Summary

I'm currently thinking of how to design an onboarding experience. Depending on how forcefully the onboarding has to keep collecting information from the users before they can get started, I have been thinking about a few different approaches, though they seem similar in some ways.

In all approaches, it's based on the idea that a User model gets created and there are attributes or relations that should get set for the app to work best.

Core Problem

I think one of the key elements of what I'm wrestling with is whether to encapsulate all the information in one object and one controller or across multiple. Additionally, these two approaches differ in that the logic for how to proceed to the next step is derived by the form object, or whether it's distributed across multiple controllers. TL;DR: The form object approach seems like it may be both simpler and more flexible of a design, but unclear whether perhaps I’m overlooking something?

Approach 1

One method is to create a wizard (using something like wicked [or I could roll my own]), which encapsulates the flow of logic by creating a controller action for each step (either in the same controller or different ones) and, at the end of a successful update, it redirects to a different controller action.

This could look a bit like the approach in the following twitter thread:

https://twitter.com/ilrock__/status/1630603351636480000?s=20

Approach 2

Another might be to use a concern, e.g. Users::OnboardingConcern, to encapsulate all the persistence logic and the flow to the next step. In this circumstance, I might redirect my users to edit their profile, and show a bar at the top of the page unless all the requisite attributes on the model were persisted.

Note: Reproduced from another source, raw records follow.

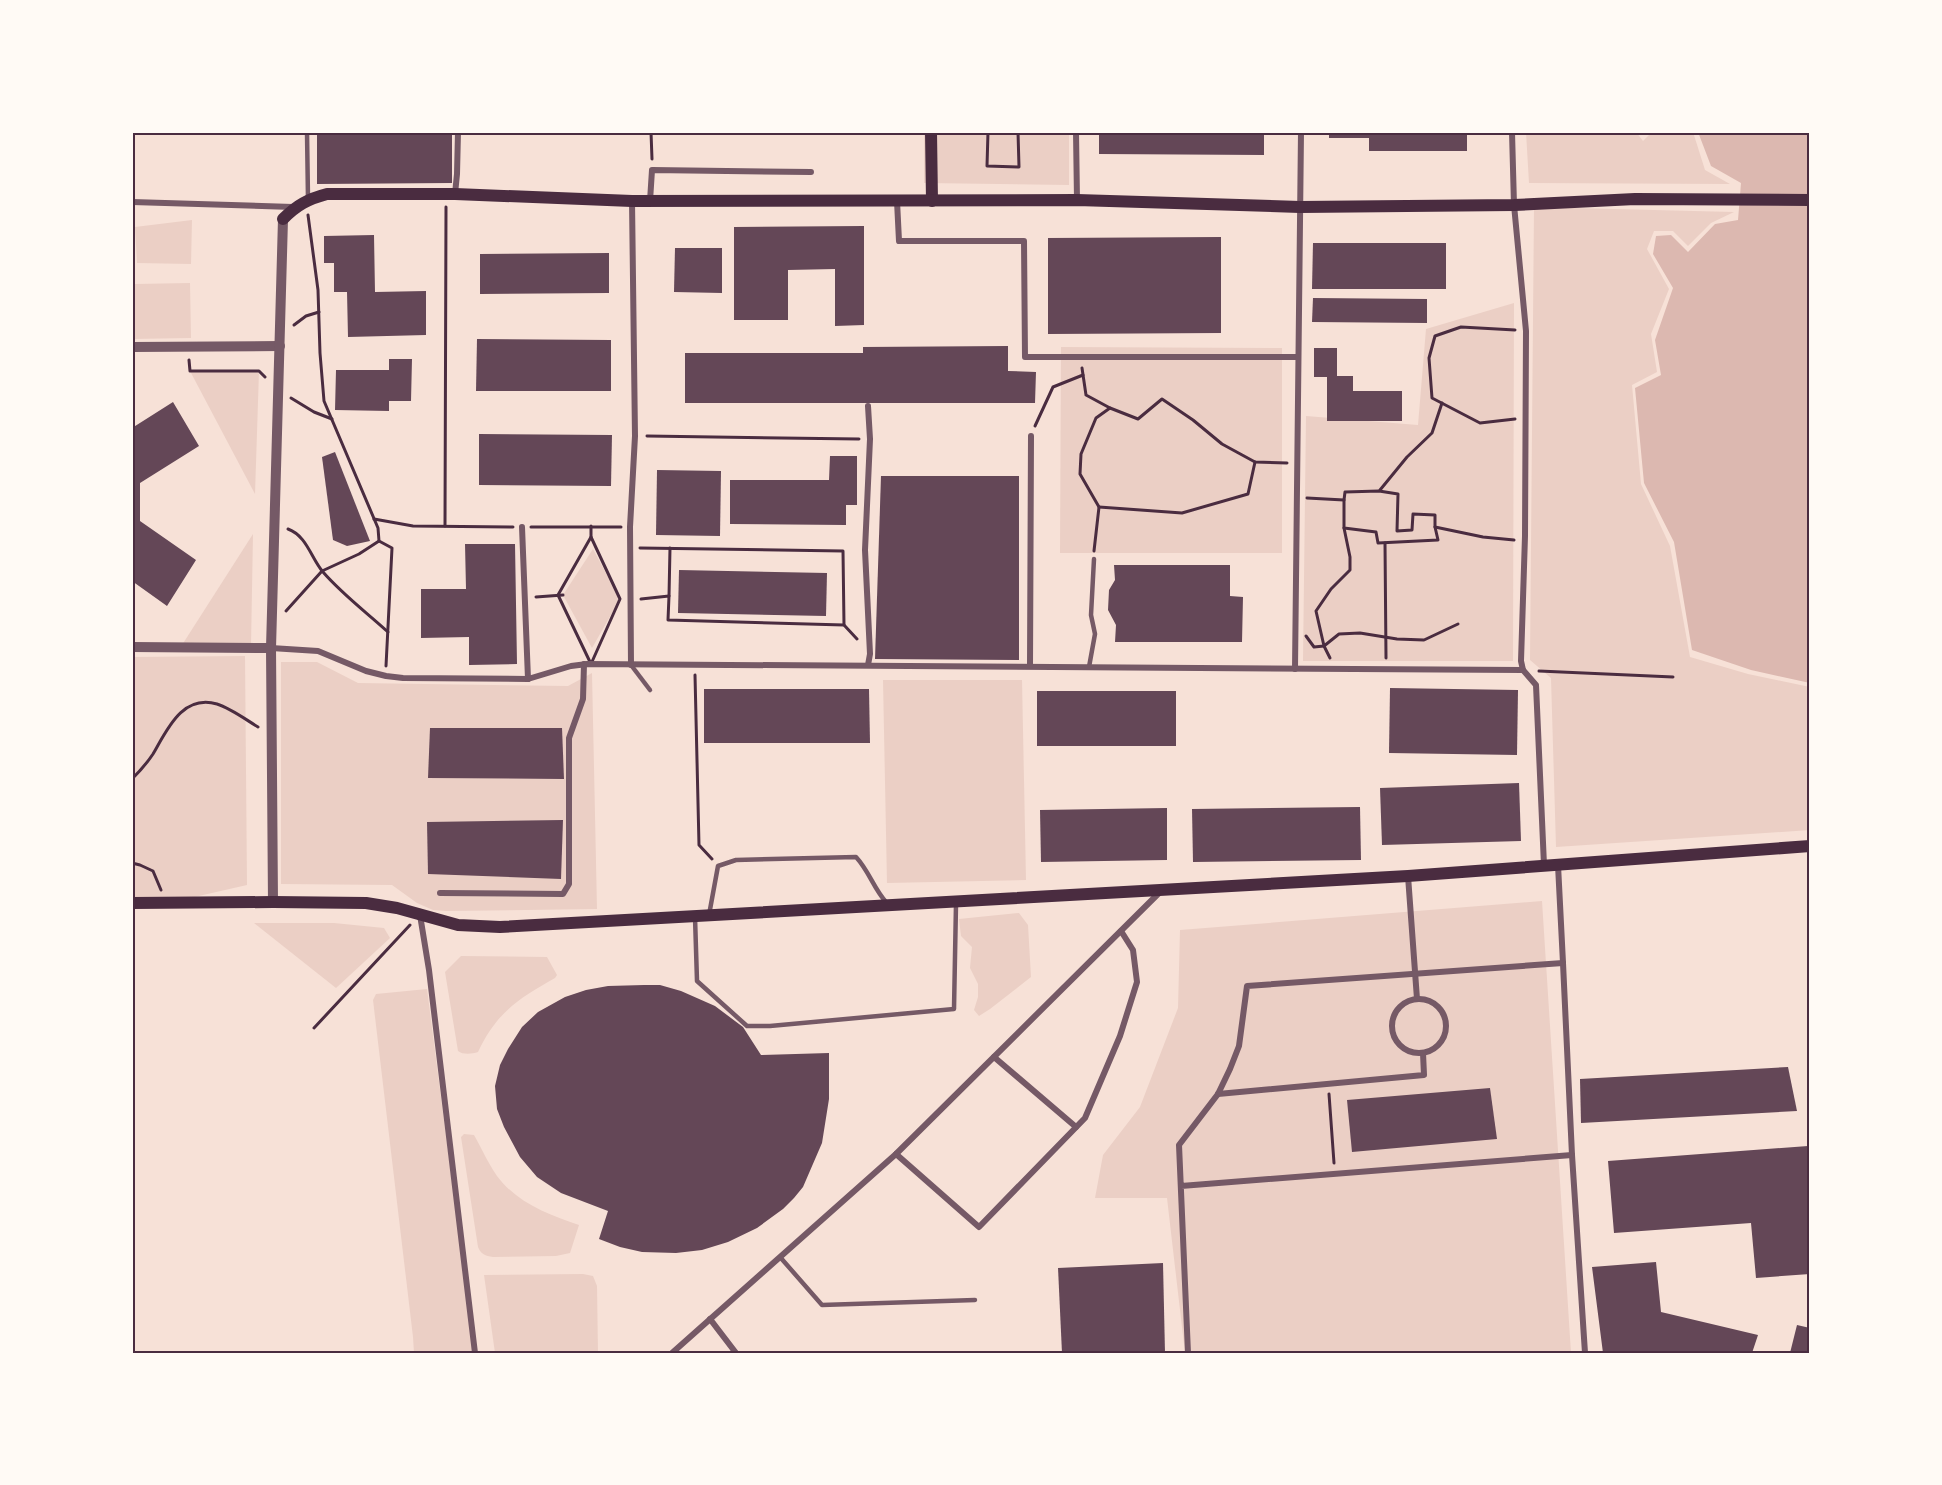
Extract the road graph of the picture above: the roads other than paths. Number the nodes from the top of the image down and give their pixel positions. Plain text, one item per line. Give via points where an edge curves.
1 (307, 132) edge
2 (458, 132) edge
3 (931, 132) edge
4 (1076, 132) edge
5 (1300, 132) edge
6 (1512, 132) edge
7 (811, 172) dead end
8 (451, 194) junction
9 (308, 199) junction
10 (1077, 200) junction
11 (1810, 200) edge
12 (632, 201) junction
13 (650, 201) junction
14 (897, 201) junction
15 (932, 201) junction
16 (132, 202) edge
17 (1514, 205) junction
18 (295, 207) junction
19 (1300, 207) junction
20 (283, 219) joint
21 (280, 346) junction
22 (132, 348) edge
23 (1298, 357) junction
24 (868, 406) dead end
25 (1031, 436) road end
26 (522, 527) road end
27 (1094, 559) road end
28 (132, 647) edge
29 (271, 648) junction
30 (587, 664) junction
31 (631, 665) junction
32 (868, 665) junction
33 (1030, 666) junction
34 (1089, 667) junction
35 (1295, 669) junction
36 (1522, 670) junction
37 (528, 679) junction
38 (650, 690) dead end
39 (1810, 846) edge
40 (1558, 865) junction
41 (1544, 866) junction
42 (1408, 876) junction
43 (1162, 889) junction
44 (440, 893) dead end
45 (956, 901) junction
46 (273, 902) junction
47 (132, 903) edge
48 (890, 905) junction
49 (420, 915) junction
50 (709, 915) junction
51 (695, 916) junction
52 (1121, 931) junction
53 (1563, 963) junction
54 (1415, 974) junction
55 (1417, 999) junction
56 (1423, 1053) junction
57 (994, 1057) junction
58 (1218, 1094) junction
59 (1076, 1127) junction
60 (896, 1154) junction
61 (1572, 1155) junction
62 (1181, 1186) junction
63 (780, 1257) junction
64 (975, 1300) dead end
65 (710, 1319) junction
66 (475, 1353) edge
67 (672, 1353) edge
68 (736, 1353) edge
69 (1188, 1353) edge
70 (1585, 1353) edge

1 - 9 lane
2 - 8 street via 457,174
3 - 15 main road
4 - 10 street
5 - 19 street
6 - 17 street
7 - 13 street via 652,170
8 - 9 main road via 327,194
8 - 12 main road
9 - 18 main road
10 - 15 main road
10 - 19 main road
11 - 17 main road via 1635,199
12 - 13 main road
12 - 31 street via 635,436 630,527
13 - 14 main road
14 - 15 main road
14 - 23 street via 899,241 1024,241 1025,357
16 - 18 street
17 - 19 main road
17 - 36 street via 1526,331
18 - 20 main road
19 - 23 street
20 - 21 street
21 - 22 street
21 - 29 street
23 - 35 street
24 - 32 street
25 - 33 street
26 - 37 street
27 - 34 lane via 1091,615 1095,634
28 - 29 street
29 - 37 street via 318,651 386,676
29 - 46 street
30 - 31 street
30 - 37 street
30 - 44 street via 583,699 569,738 569,884 563,894
31 - 32 street
31 - 38 lane
32 - 33 street
33 - 34 street
34 - 35 street
35 - 36 street
36 - 41 street via 1536,685
39 - 40 main road
40 - 41 main road
40 - 53 street
41 - 42 main road
42 - 43 main road
42 - 54 street
43 - 45 main road
43 - 52 street
45 - 48 main road
45 - 51 lane via 954,1009 770,1026 747,1026 697,981
46 - 47 main road
46 - 49 main road via 366,903
48 - 50 main road
48 - 50 lane via 856,857 736,860 718,866
49 - 51 main road via 478,927
49 - 66 street
50 - 51 main road
52 - 57 street
52 - 59 street via 1133,950 1137,982 1120,1036 1085,1118
53 - 54 street
53 - 61 street
54 - 55 street
54 - 58 street via 1247,987 1239,1046
55 - 56 street via 1440,1008 1446,1024 1441,1042
55 - 56 street via 1408,1001 1396,1012 1392,1030 1400,1046
56 - 58 street via 1424,1075
57 - 59 street
57 - 60 street
58 - 62 street via 1179,1145
59 - 60 street via 979,1227
60 - 63 street
61 - 62 street
61 - 70 street
62 - 69 street
63 - 64 lane via 822,1305
63 - 65 street
65 - 67 street
65 - 68 street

If the user were to remove one of those attributes, then presumably the onboarding bar would show up again.

Approach 3

Another would be to use a form object to encapsulate the logic. In this approach, the form object gets constructed using parameters that include, presumably, some user_id, and one of onboarding criteria information, (e.g. year_of_study). Then, in the view, you have a case statement that renders a partial depending on what the next step is, e.g.

<% case @onboarding_form.current_step %>
<% when 'full_name' %>
  <%= render partial: 'step_one' %>
<% when 'year_of_study' %>
  <%= render partial: 'step_two' %>
 <#% etc... %>
<% end %>

and in the Users::OnboardingFormController (or whatever), you have a create action that looks something like:

def show
  @onboarding_form = OnboardingForm.from_params(params)
end

def create
  @onboarding_form = OnboardingForm.from_params(params)
  if @onboarding_form.valid?
    @onboarding_form.submit!
    if @onboarding_form.next_step
      render :show, user_id: @onboarding_form.user_id
    else
      flash.now[:alert] = "Congrats!"
      redirect_to root_path
    end
  else
    flash.now[:alert] = "Please submit a valid form!"
    redirect_to root_path
  end
end

One seeming benefit to this approach is that you're organizing your view logic clearly and simply, you have a relatively simple controller flow, and all logic about what needs to get persisted is in a single place.

I think I'm leaning towards the simplicity and centralization of the single form object versus distributed over many places in the codebase, since changing order/number of steps/other aspects of the wizard would be in fewer places. Moreover, it seems like you'd be able to relatively simply test the flow, which suggests that the approach be easier to reason about.